Work order: Find the word "highway" in the data, then copy each line where it is found.

Extracted records:
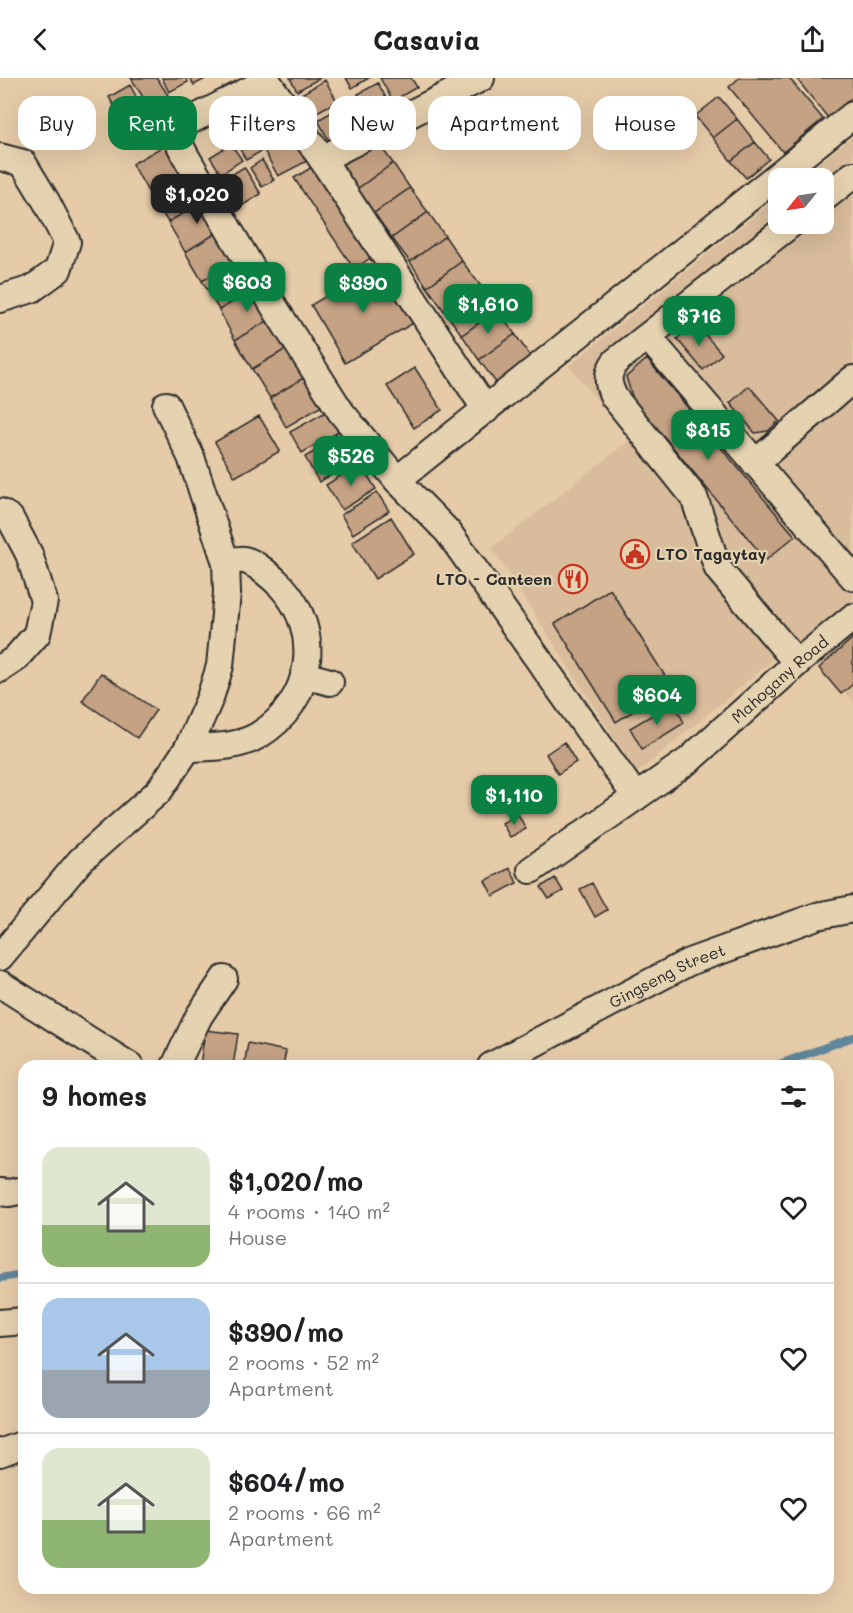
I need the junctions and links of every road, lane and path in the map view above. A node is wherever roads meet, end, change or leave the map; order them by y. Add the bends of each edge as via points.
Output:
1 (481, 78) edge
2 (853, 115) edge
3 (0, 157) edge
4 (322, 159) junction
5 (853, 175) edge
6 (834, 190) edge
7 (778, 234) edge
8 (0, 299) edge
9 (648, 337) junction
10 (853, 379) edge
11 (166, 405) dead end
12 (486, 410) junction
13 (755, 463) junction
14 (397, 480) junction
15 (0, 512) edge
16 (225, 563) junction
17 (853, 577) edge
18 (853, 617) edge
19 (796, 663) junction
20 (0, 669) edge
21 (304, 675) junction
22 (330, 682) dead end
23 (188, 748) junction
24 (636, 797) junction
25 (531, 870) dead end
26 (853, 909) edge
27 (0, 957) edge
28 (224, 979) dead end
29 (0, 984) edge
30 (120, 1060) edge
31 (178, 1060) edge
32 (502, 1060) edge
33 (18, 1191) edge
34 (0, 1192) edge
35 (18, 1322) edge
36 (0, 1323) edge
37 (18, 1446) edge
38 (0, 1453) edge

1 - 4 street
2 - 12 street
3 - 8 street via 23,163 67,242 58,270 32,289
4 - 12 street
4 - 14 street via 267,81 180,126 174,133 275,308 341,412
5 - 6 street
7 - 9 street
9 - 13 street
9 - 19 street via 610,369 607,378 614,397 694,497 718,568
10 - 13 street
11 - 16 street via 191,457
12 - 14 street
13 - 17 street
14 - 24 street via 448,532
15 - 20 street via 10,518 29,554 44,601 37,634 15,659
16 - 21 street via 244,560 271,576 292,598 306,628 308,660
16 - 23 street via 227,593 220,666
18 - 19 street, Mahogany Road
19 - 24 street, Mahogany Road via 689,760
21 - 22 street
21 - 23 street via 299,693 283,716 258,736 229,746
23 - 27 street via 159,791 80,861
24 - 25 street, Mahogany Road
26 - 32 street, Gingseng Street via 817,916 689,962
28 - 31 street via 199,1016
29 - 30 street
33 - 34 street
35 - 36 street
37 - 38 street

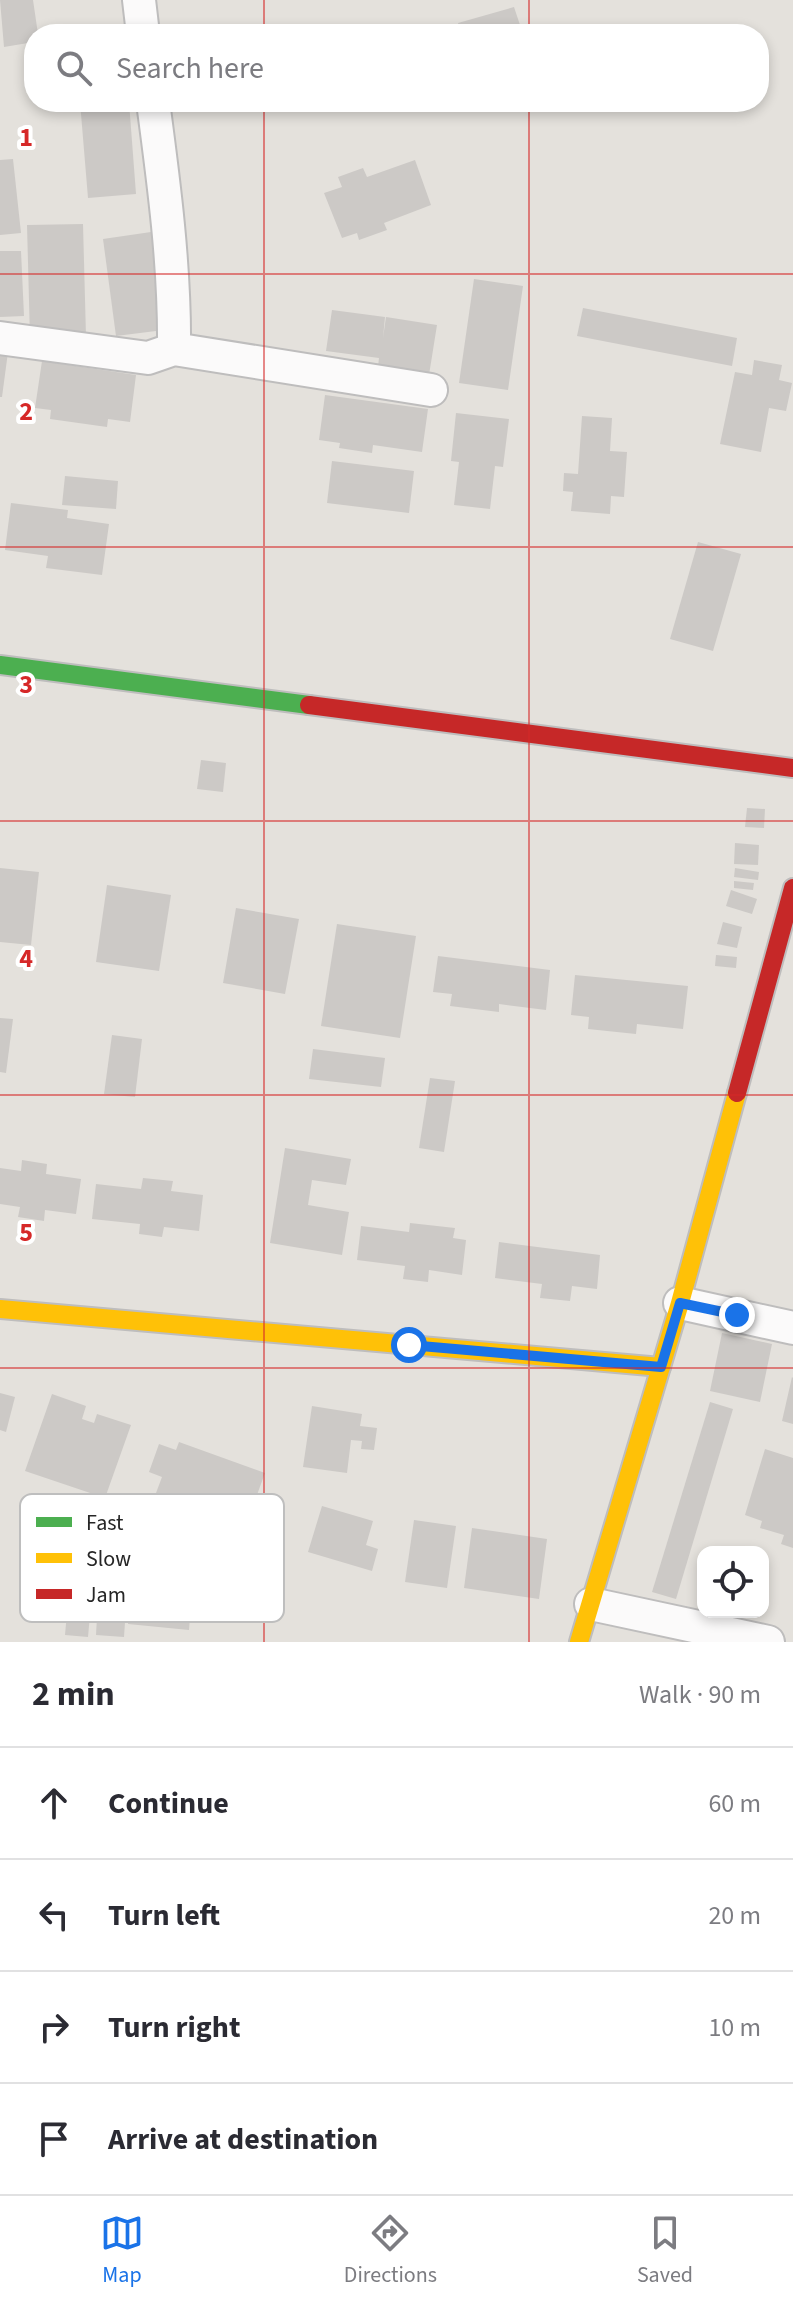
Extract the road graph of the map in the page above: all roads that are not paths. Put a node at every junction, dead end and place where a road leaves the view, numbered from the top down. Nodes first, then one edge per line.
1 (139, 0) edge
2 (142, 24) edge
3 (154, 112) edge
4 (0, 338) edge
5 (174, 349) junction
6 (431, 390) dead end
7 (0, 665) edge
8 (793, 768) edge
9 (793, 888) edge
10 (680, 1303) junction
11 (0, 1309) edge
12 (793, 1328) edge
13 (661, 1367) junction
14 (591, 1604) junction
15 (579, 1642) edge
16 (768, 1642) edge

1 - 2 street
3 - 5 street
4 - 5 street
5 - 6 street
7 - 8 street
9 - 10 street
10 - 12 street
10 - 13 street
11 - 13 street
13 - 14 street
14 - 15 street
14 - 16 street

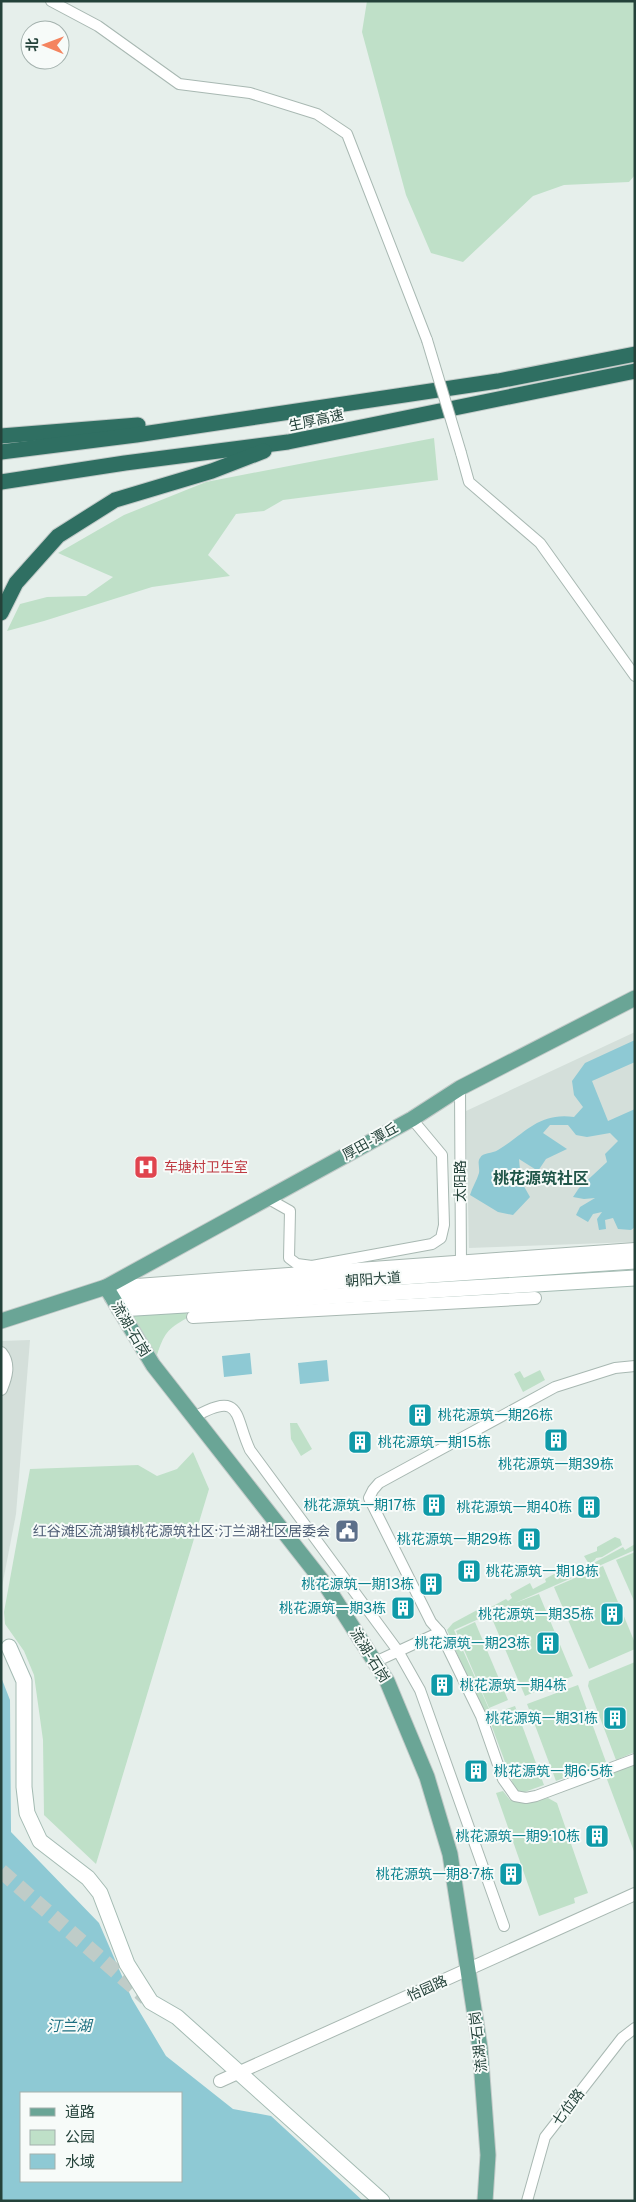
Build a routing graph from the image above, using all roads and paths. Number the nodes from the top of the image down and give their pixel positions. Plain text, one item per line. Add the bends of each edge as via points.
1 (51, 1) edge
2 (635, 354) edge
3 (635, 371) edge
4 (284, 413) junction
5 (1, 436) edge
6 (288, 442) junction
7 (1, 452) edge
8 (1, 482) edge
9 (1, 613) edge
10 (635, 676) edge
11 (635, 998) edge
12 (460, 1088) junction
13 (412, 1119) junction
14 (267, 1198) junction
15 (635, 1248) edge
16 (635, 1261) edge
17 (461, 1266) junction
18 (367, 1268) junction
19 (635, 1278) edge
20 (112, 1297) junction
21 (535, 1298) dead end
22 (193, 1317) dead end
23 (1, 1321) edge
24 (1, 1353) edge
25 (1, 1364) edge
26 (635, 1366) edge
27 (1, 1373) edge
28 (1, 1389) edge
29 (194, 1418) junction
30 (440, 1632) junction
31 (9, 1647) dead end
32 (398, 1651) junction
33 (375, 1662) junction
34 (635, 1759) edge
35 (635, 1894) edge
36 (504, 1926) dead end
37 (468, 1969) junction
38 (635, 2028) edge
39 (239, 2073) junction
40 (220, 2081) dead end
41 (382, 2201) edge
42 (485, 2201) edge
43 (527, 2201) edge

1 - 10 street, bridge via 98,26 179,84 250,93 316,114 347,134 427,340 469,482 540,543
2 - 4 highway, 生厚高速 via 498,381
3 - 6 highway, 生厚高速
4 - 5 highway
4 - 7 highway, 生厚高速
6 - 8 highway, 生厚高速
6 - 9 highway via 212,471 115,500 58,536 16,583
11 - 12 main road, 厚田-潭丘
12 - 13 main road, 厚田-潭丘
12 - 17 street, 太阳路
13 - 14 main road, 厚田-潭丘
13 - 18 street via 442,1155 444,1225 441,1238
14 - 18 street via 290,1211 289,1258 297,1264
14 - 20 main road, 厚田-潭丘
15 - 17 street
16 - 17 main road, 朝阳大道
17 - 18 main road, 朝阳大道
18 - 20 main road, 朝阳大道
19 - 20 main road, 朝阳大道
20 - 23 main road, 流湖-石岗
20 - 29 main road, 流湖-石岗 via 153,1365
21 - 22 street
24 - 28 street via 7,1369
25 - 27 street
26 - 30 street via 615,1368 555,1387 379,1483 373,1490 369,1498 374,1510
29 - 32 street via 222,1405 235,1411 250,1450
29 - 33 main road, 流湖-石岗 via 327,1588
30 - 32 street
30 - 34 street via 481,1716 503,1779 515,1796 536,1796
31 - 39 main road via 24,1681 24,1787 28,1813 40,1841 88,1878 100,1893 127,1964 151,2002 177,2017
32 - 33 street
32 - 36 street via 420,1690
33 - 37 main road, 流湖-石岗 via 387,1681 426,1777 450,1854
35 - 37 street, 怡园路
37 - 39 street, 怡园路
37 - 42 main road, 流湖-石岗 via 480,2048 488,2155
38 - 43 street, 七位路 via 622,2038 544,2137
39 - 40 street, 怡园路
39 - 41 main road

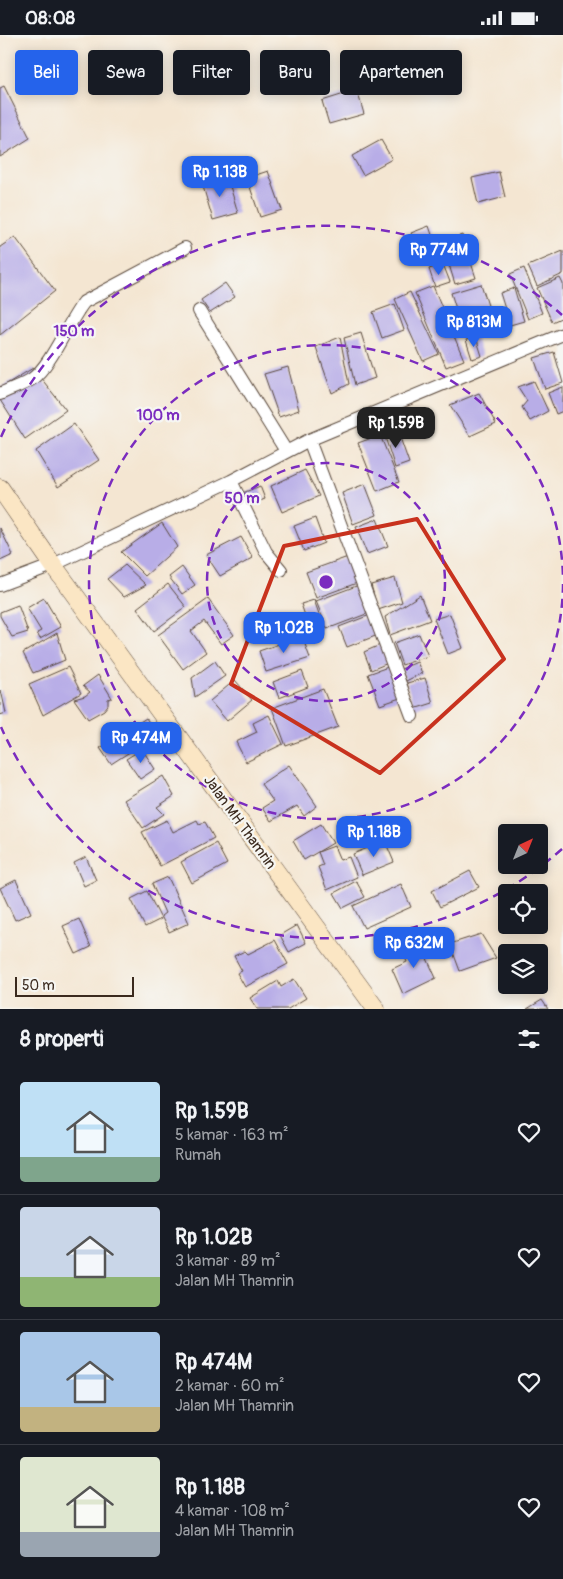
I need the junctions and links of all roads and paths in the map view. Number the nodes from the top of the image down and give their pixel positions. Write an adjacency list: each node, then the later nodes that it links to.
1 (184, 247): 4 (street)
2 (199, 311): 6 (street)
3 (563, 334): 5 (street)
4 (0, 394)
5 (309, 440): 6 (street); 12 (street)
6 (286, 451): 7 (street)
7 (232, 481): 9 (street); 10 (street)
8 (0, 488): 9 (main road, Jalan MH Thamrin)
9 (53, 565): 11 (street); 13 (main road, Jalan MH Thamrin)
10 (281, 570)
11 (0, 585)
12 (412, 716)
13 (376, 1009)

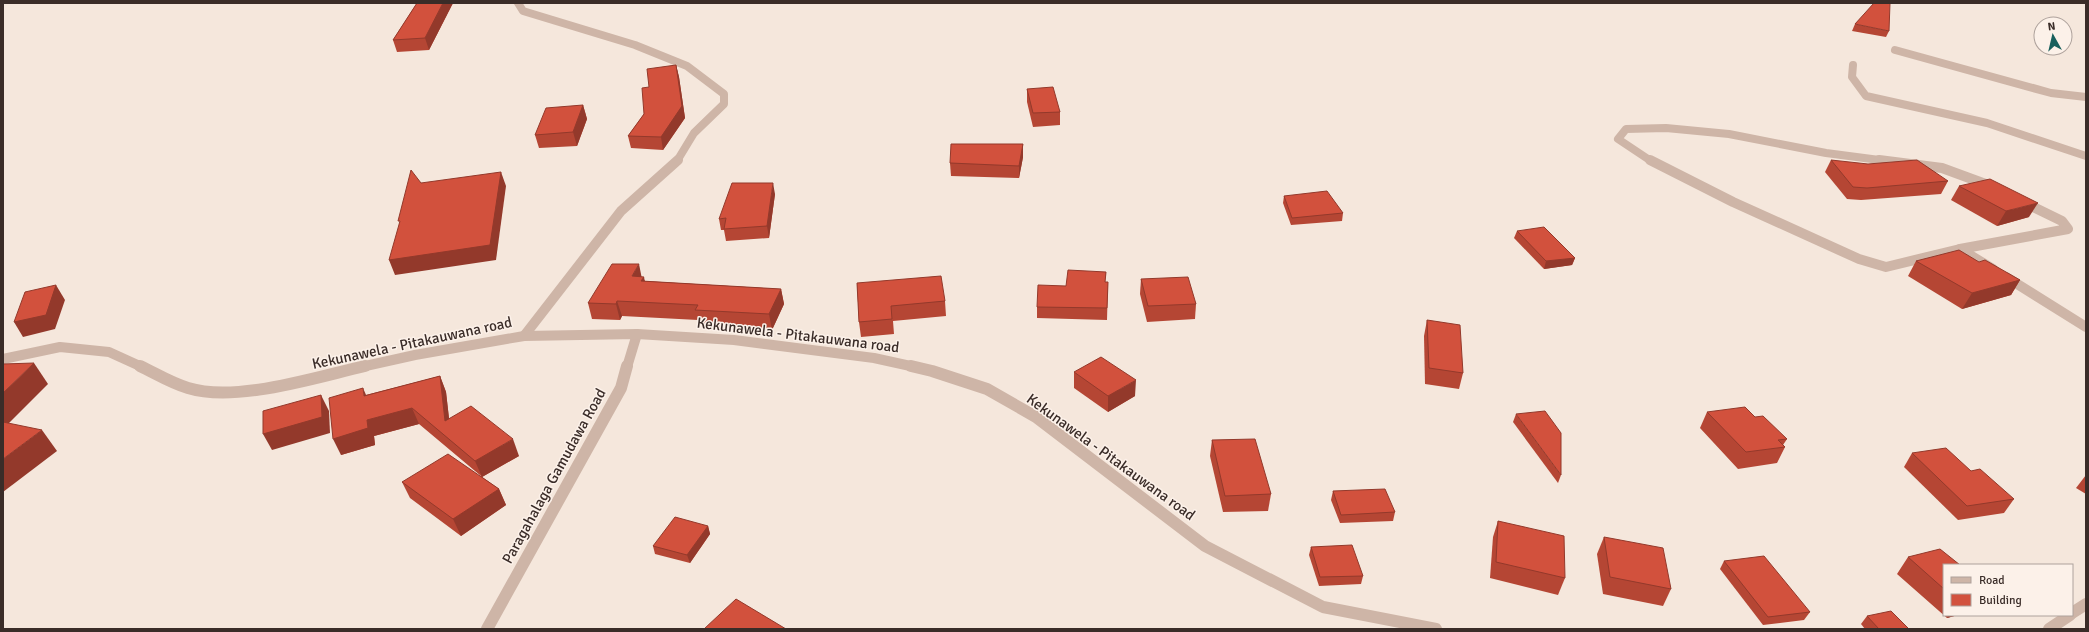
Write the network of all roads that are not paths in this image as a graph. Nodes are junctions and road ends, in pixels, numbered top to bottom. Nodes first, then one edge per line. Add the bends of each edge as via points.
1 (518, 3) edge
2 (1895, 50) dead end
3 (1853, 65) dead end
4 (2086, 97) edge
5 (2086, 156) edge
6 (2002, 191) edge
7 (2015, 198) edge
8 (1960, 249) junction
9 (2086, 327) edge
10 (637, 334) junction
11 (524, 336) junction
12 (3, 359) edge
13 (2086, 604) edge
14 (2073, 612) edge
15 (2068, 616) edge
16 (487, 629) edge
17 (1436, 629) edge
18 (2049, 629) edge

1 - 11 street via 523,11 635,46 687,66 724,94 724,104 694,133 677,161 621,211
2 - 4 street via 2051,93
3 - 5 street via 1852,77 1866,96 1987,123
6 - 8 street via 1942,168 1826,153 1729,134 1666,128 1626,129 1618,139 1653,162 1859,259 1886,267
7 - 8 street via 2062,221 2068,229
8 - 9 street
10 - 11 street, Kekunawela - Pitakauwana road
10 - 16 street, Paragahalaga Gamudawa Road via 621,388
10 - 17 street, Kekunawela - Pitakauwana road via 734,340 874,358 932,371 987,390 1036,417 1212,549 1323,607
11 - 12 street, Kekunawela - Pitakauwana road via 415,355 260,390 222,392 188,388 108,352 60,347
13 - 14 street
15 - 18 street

Solution below:
2 - 4 highway, 生厚高速 via 498,381
3 - 6 highway, 生厚高速
4 - 5 highway
4 - 7 highway, 生厚高速
6 - 8 highway, 生厚高速
6 - 9 highway via 212,471 115,500 58,536 16,583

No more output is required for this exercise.